## EXERCISE DETAILS
Once you find a line containing the word "wrist" in the entries below, copy it.

[SUPPLIED RECORDS Boundary: Start]

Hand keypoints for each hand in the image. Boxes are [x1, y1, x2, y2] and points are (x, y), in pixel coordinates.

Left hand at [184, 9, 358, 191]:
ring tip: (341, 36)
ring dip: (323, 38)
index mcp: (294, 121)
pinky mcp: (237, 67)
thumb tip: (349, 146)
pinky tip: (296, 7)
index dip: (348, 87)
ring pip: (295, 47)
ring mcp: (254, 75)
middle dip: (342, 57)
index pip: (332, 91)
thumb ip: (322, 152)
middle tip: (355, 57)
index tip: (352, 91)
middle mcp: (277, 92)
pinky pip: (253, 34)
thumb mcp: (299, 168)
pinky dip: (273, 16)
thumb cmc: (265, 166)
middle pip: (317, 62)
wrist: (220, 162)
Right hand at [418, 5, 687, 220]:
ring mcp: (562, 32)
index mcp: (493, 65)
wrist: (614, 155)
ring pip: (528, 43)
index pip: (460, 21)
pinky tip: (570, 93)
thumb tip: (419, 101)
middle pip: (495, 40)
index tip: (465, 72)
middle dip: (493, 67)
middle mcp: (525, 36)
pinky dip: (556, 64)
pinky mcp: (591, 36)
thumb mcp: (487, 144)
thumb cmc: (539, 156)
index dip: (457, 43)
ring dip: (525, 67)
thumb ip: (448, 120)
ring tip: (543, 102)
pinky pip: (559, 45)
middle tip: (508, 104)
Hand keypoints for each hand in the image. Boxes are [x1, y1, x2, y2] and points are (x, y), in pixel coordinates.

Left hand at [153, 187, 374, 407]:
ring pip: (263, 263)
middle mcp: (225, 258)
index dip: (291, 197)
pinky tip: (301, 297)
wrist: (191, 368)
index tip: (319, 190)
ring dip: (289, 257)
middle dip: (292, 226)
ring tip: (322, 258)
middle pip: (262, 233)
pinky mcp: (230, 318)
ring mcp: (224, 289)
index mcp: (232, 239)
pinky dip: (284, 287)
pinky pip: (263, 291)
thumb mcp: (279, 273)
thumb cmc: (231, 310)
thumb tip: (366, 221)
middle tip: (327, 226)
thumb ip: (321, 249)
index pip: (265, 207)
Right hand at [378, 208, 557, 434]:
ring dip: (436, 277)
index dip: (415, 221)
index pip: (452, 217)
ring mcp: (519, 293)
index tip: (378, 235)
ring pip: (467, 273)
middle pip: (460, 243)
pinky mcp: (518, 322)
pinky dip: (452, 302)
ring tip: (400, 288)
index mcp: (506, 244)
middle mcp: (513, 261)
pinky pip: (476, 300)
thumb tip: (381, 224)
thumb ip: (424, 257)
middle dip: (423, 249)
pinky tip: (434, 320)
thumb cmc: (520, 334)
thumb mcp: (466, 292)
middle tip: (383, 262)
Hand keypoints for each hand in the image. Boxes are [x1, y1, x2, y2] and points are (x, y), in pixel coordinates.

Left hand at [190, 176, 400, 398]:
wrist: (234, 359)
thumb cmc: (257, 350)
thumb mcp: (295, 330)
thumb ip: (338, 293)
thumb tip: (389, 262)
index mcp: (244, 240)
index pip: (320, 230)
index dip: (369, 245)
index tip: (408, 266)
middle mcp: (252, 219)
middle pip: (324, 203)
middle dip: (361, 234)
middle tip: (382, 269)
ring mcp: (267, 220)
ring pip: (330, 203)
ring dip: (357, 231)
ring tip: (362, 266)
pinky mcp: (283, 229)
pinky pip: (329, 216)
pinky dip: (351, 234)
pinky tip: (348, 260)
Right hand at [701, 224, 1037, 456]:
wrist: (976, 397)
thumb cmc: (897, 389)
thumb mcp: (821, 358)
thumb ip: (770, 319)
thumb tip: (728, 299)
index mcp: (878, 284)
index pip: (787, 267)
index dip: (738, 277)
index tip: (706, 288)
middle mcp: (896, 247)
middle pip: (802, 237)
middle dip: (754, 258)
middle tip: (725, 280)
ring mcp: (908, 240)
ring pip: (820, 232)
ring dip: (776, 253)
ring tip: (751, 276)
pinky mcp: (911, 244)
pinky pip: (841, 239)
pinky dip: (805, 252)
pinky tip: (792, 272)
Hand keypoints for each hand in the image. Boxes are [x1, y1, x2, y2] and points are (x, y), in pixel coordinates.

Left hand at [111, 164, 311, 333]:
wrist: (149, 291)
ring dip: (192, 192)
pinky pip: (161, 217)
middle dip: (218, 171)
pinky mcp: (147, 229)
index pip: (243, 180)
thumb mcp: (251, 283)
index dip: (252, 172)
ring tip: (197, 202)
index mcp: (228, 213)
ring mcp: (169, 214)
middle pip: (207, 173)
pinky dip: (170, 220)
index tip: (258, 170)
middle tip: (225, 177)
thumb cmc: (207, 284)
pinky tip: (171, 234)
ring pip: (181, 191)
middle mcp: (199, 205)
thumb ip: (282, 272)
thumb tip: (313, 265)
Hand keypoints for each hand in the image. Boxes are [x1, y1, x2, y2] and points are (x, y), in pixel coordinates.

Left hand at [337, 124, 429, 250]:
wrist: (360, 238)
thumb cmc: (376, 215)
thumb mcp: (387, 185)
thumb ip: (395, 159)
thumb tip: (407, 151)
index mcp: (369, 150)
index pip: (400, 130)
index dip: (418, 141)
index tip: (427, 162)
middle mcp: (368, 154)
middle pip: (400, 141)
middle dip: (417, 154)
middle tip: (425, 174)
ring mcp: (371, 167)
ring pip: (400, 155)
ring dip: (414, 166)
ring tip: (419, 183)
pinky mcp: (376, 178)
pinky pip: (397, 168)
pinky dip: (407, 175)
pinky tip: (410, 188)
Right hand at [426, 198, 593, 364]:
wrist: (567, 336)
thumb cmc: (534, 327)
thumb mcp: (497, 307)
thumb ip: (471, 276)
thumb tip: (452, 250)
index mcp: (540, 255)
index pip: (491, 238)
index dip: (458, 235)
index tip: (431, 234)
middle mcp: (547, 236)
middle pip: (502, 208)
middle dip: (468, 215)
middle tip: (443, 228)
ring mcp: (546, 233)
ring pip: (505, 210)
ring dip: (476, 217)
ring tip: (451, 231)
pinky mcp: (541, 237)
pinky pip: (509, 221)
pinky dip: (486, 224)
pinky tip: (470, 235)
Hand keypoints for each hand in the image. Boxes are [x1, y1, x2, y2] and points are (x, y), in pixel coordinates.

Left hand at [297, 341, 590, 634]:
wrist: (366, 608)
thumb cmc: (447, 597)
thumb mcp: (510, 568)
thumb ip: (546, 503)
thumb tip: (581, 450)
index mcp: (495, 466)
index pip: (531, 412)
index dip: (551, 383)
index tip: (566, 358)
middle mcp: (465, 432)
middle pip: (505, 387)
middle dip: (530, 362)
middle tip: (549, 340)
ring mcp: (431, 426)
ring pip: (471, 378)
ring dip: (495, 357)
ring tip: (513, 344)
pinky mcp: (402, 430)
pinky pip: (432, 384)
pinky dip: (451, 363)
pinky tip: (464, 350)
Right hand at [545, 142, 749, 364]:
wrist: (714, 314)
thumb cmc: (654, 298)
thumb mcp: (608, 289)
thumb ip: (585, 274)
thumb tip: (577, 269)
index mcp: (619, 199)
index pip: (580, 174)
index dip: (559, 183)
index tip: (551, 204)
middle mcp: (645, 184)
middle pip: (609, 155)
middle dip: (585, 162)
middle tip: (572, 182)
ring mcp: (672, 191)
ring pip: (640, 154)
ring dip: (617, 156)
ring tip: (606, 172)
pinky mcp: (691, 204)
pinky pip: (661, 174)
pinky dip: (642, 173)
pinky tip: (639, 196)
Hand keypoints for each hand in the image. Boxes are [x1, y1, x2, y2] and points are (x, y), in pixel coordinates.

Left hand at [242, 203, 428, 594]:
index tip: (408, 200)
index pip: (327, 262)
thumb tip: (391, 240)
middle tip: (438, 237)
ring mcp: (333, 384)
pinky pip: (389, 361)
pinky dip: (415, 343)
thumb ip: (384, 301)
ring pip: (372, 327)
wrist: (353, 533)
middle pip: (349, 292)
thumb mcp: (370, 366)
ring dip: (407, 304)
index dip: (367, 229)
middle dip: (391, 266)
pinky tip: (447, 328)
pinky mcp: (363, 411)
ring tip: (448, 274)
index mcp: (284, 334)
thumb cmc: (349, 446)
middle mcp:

[SUPPLIED RECORDS Boundary: End]

## TASK ANSWER
wrist: (220, 162)
wrist: (614, 155)
wrist: (191, 368)
wrist: (234, 359)
wrist: (976, 397)
wrist: (149, 291)
wrist: (360, 238)
wrist: (567, 336)
wrist: (366, 608)
wrist: (714, 314)
wrist: (353, 533)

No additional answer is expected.